I reread the above section several times. Still, I think that you are right on this point; I was only summarising what _appeared_ to be his view given the limited extract with which we were supplied. The fuller context indicates that your interpretation is correct. I must admit, however, that "gracious constitution" appears on first reading to be a reference to the covenant of grace, but the wider context reveals that that is not what he meant.

Reactions: Like 3


----------



## JH (Mar 22, 2021)

Informative indeed brother. Regardless of my convictions that remain, I may or may not have posted about Haldane too soon. The original work I read from was an abridged Pocket Puritans copy, so I'll have to read this work in full. Blessings to you and yours

Reactions: Like 1


----------



## brandonadams (Mar 22, 2021)

There really is a fairly consistent agreement amongst particular baptist that I have read regarding these points.

Reactions: Like 1


----------



## JH (Mar 22, 2021)

I like Gill the most (obviously because of my biases).


----------



## brandonadams (Mar 22, 2021)

Like Haldane, make sure you read Gill carefully. He was in large agreement with the other baptists regarding the covenants, though he expressed himself in a way that is liable to misunderstanding regarding "administration" (Baptists in the 17th century also wrestled with whether or not to use the language of "administration" - see Renihan's "From Shadow to Substance" for a helpful discussion of this).

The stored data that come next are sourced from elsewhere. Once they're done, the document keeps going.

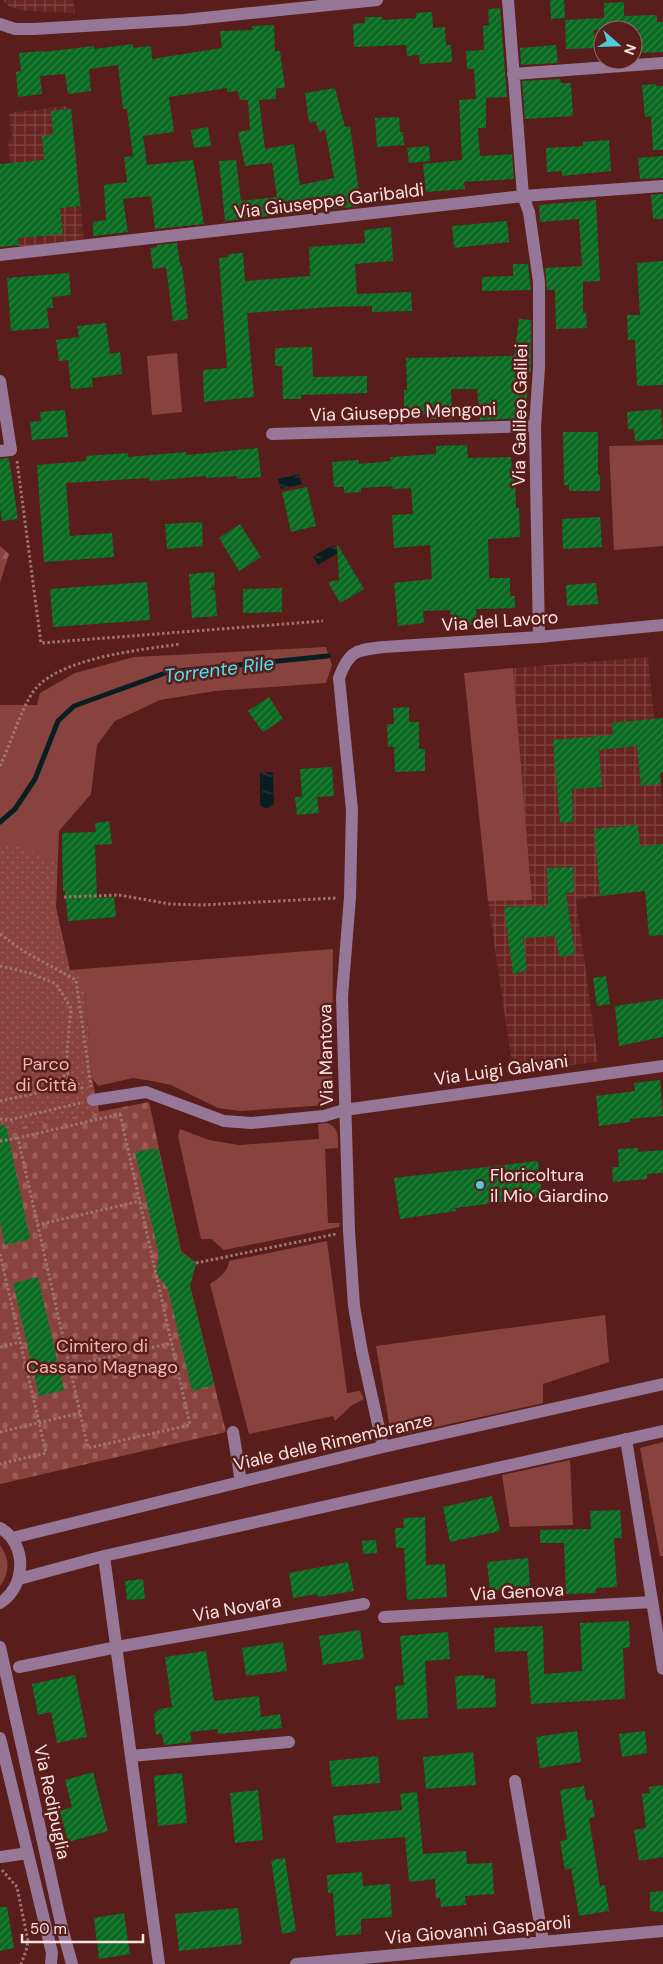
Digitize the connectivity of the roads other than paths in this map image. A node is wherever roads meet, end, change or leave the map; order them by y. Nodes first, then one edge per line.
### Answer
1 (377, 0) edge
2 (508, 0) edge
3 (0, 24) edge
4 (663, 63) edge
5 (513, 74) junction
6 (663, 186) edge
7 (523, 196) junction
8 (0, 254) edge
9 (0, 381) edge
10 (535, 426) junction
11 (272, 434) dead end
12 (5, 450) edge
13 (663, 625) edge
14 (539, 636) junction
15 (345, 662) joint
16 (663, 1066) edge
17 (93, 1100) road end
18 (344, 1110) junction
19 (663, 1384) edge
20 (663, 1431) edge
21 (233, 1432) dead end
22 (626, 1439) junction
23 (383, 1447) junction
24 (241, 1482) junction
25 (0, 1528) edge
26 (12, 1538) junction
27 (104, 1556) junction
28 (19, 1579) junction
29 (652, 1602) junction
30 (1, 1604) edge
31 (364, 1604) dead end
32 (384, 1617) dead end
33 (0, 1647) edge
34 (117, 1647) junction
35 (19, 1667) dead end
36 (663, 1669) edge
37 (0, 1738) edge
38 (289, 1742) dead end
39 (131, 1756) junction
40 (515, 1781) dead end
41 (28, 1853) junction
42 (0, 1861) edge
43 (663, 1931) edge
44 (543, 1941) junction
45 (361, 1961) edge
46 (51, 1964) edge
47 (72, 1964) edge
48 (159, 1964) edge
49 (296, 1964) edge

1 - 3 street
2 - 5 street, Via Galileo Galilei
4 - 5 street
5 - 7 street, Via Galileo Galilei
6 - 7 street, Via Giuseppe Garibaldi
7 - 8 street, Via Giuseppe Garibaldi
7 - 10 street, Via Galileo Galilei
9 - 12 street
10 - 11 street, Via Giuseppe Mengoni
10 - 14 street, Via Galileo Galilei
13 - 14 street, Via del Lavoro
14 - 15 street, Via del Lavoro
15 - 18 street, Via Mantova
16 - 18 street, Via Luigi Galvani
17 - 18 street, Via Luigi Galvani
18 - 23 street, Via Mantova
19 - 23 street, Viale delle Rimembranze
20 - 22 street
21 - 24 street
22 - 27 street
22 - 29 street
23 - 24 street, Viale delle Rimembranze
24 - 26 street, Viale delle Rimembranze
25 - 26 street
26 - 28 street
27 - 28 street
27 - 34 street
28 - 30 street
29 - 32 street, Via Genova
29 - 36 street
31 - 34 street, Via Novara
33 - 47 street, Via Redipuglia
34 - 35 street, Via Novara
34 - 39 street
37 - 41 street, Via Redipuglia
38 - 39 street
39 - 48 street
40 - 44 street
41 - 42 street, Via Redipuglia
41 - 46 street, Via Redipuglia
43 - 44 street, Via Giovanni Gasparoli
44 - 45 street, Via Giovanni Gasparoli
45 - 49 street, Via Giovanni Gasparoli
46 - 47 street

He agrees with Haldane that the Mosaic Covenant operated upon a works principle (Lev. 18:5) contrary to the Covenant of Grace, was limited to temporal life and blessing in Canaan, was the outworking of the "particular" Covenant of Circumcision, and was itself distinct from the Covenant of Grace/New Covenant. Regarding the Abrahamic Covenant, he follows Coxe quite closely


> The next covenant is that made with Abraham and his seed, on which great stress is laid (Gen. 17:10-14)… Now that this covenant was not the pure covenant of grace, in distinction from the covenant of works, but rather a covenant of works, will soon be proved… that it is not the covenant of grace is clear
> Body of Practical Divinity (III.I)





> The covenant of circumcision, or the covenant which gave Abraham’s infant children a right to circumcision, is not the covenant of grace; for the covenant of circumcision must be more certainly, in the nature of it, a covenant of works, and not of grace. It will be freely allowed, that the covenant of grace was at certain times made, and made manifest, and applied to Abraham, and he interested in it…
> 
> 
> [A]t the same time the covenant of circumcision was given unto him, there was an exhibition of the covenant of grace unto him: the account of both is mixed together, but then the covenant of circumcision, which was a covenant of peculiarity, belonged only to him and his natural male seed, was quite a distinct thing from the covenant of grace
> ...



For fuller quotes and elaboration, see https://contrast2.wordpress.com/2017/04/14/some-comments-on-john-gills-covenant-theology/

Reactions: Like 1 | Informative 1


----------



## JH (Mar 22, 2021)

brandonadams said:


> Like Haldane, make sure you read Gill carefully. He was in large agreement with the other baptists regarding the covenants, though he expressed himself in a way that is liable to misunderstanding regarding "administration" (Baptists in the 17th century also wrestled with whether or not to use the language of "administration" - see Renihan's "From Shadow to Substance" for a helpful discussion of this).
> 
> He agrees with Haldane that the Mosaic Covenant operated upon a works principle (Lev. 18:5) contrary to the Covenant of Grace, was limited to temporal life and blessing in Canaan, was the outworking of the "particular" Covenant of Circumcision, and was itself distinct from the Covenant of Grace/New Covenant. Regarding the Abrahamic Covenant, he follows Coxe quite closely
> 
> ...


Thanks for the info, I've seen your article on Gill before. The subject is not monolithic nor easy to peruse. And though Gill does note the temporal aspects of the Covenant at Sinai, and the principles of works contained in it, do note that Gill calls the Mosaic Covenant the legal administration of the Covenant of Grace in his commentary of Hebrews; though it was not a pure administration of it, albeit, contained it.

Reactions: Informative 1


----------



## brandonadams (Mar 23, 2021)

I'm very curious what you think Gill means by "legal administration of the Covenant of Grace." Your signature says "The Old Covenant was a Covenant of Grace." Is that what you think Gill means? If so, can you please define what you think that means?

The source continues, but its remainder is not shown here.